▶ _TO DO_
Repeat all of the records word for word, but skip any picture.

---------- RECORD SET ----------

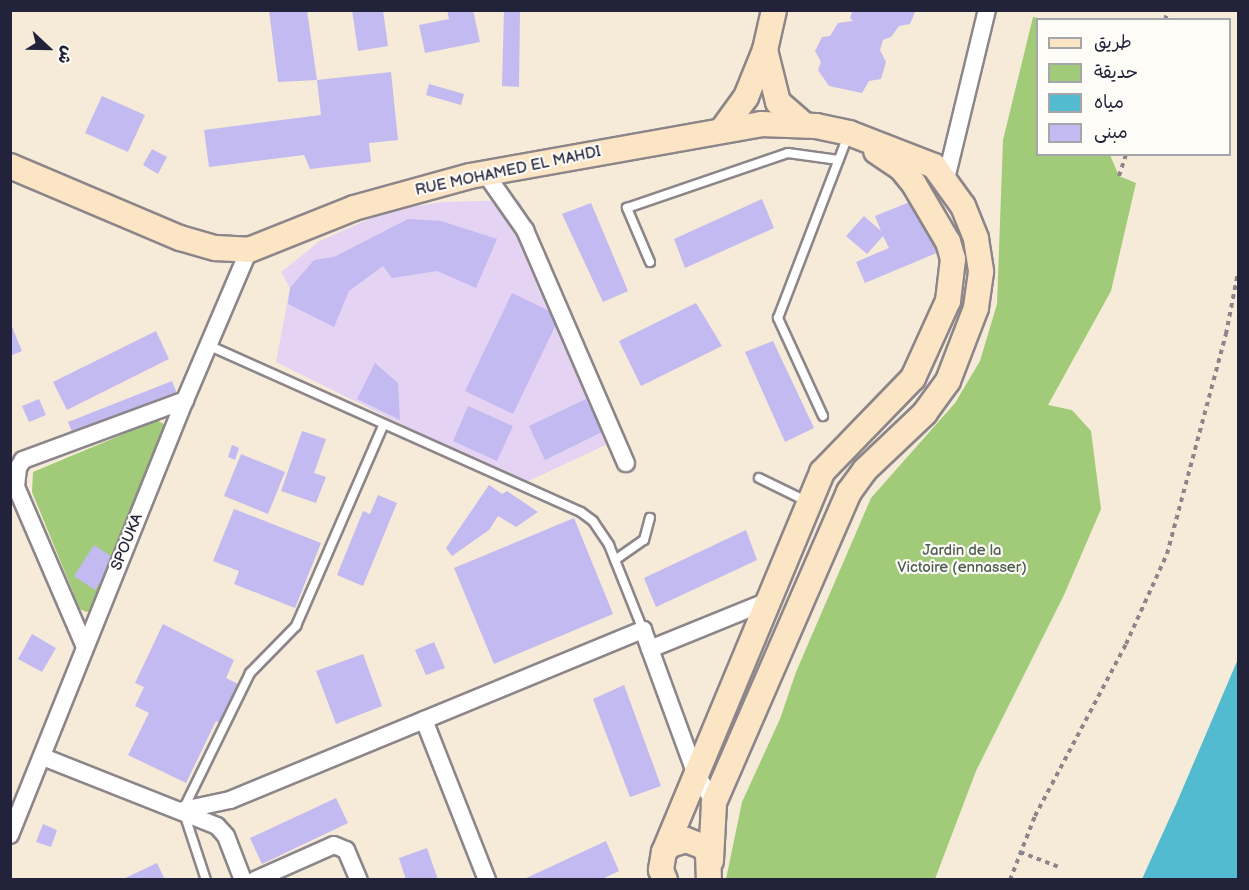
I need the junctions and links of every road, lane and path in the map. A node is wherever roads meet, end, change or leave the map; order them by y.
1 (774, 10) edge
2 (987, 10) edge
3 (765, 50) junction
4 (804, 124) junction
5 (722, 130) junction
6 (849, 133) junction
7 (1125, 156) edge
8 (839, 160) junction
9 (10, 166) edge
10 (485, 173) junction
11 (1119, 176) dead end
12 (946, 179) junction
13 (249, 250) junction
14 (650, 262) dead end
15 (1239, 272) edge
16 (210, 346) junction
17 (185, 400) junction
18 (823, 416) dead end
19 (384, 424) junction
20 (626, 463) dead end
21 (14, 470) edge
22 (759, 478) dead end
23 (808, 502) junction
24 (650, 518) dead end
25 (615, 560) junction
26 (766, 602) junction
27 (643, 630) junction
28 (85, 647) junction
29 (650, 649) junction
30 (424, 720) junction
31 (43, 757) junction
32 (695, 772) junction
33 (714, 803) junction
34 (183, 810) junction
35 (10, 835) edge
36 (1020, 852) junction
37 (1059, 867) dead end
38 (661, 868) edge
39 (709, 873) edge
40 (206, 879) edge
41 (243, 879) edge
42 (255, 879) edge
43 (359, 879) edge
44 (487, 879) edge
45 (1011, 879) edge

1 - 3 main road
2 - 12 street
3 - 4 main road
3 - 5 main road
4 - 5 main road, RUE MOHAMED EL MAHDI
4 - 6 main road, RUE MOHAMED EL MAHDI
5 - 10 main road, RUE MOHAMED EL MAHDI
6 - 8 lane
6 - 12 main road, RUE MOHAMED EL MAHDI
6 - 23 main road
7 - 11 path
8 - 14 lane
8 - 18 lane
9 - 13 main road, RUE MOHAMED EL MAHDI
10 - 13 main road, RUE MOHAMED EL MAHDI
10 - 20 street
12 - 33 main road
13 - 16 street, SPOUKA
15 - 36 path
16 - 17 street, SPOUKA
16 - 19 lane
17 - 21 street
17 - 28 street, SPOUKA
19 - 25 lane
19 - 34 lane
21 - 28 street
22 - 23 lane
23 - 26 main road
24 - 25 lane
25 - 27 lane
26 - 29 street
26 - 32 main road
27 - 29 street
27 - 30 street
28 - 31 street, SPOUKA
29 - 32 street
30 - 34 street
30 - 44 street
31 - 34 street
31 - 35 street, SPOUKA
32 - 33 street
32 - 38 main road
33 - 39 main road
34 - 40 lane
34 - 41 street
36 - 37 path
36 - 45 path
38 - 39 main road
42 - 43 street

----------

▶ _EXERCISE SOLUTION_
I need the junctions and links of every road, lane and path in the map. A node is wherever roads meet, end, change or leave the map; order them by y.
1 (774, 10) edge
2 (987, 10) edge
3 (765, 50) junction
4 (804, 124) junction
5 (722, 130) junction
6 (849, 133) junction
7 (1125, 156) edge
8 (839, 160) junction
9 (10, 166) edge
10 (485, 173) junction
11 (1119, 176) dead end
12 (946, 179) junction
13 (249, 250) junction
14 (650, 262) dead end
15 (1239, 272) edge
16 (210, 346) junction
17 (185, 400) junction
18 (823, 416) dead end
19 (384, 424) junction
20 (626, 463) dead end
21 (14, 470) edge
22 (759, 478) dead end
23 (808, 502) junction
24 (650, 518) dead end
25 (615, 560) junction
26 (766, 602) junction
27 (643, 630) junction
28 (85, 647) junction
29 (650, 649) junction
30 (424, 720) junction
31 (43, 757) junction
32 (695, 772) junction
33 (714, 803) junction
34 (183, 810) junction
35 (10, 835) edge
36 (1020, 852) junction
37 (1059, 867) dead end
38 (661, 868) edge
39 (709, 873) edge
40 (206, 879) edge
41 (243, 879) edge
42 (255, 879) edge
43 (359, 879) edge
44 (487, 879) edge
45 (1011, 879) edge

1 - 3 main road
2 - 12 street
3 - 4 main road
3 - 5 main road
4 - 5 main road, RUE MOHAMED EL MAHDI
4 - 6 main road, RUE MOHAMED EL MAHDI
5 - 10 main road, RUE MOHAMED EL MAHDI
6 - 8 lane
6 - 12 main road, RUE MOHAMED EL MAHDI
6 - 23 main road
7 - 11 path
8 - 14 lane
8 - 18 lane
9 - 13 main road, RUE MOHAMED EL MAHDI
10 - 13 main road, RUE MOHAMED EL MAHDI
10 - 20 street
12 - 33 main road
13 - 16 street, SPOUKA
15 - 36 path
16 - 17 street, SPOUKA
16 - 19 lane
17 - 21 street
17 - 28 street, SPOUKA
19 - 25 lane
19 - 34 lane
21 - 28 street
22 - 23 lane
23 - 26 main road
24 - 25 lane
25 - 27 lane
26 - 29 street
26 - 32 main road
27 - 29 street
27 - 30 street
28 - 31 street, SPOUKA
29 - 32 street
30 - 34 street
30 - 44 street
31 - 34 street
31 - 35 street, SPOUKA
32 - 33 street
32 - 38 main road
33 - 39 main road
34 - 40 lane
34 - 41 street
36 - 37 path
36 - 45 path
38 - 39 main road
42 - 43 street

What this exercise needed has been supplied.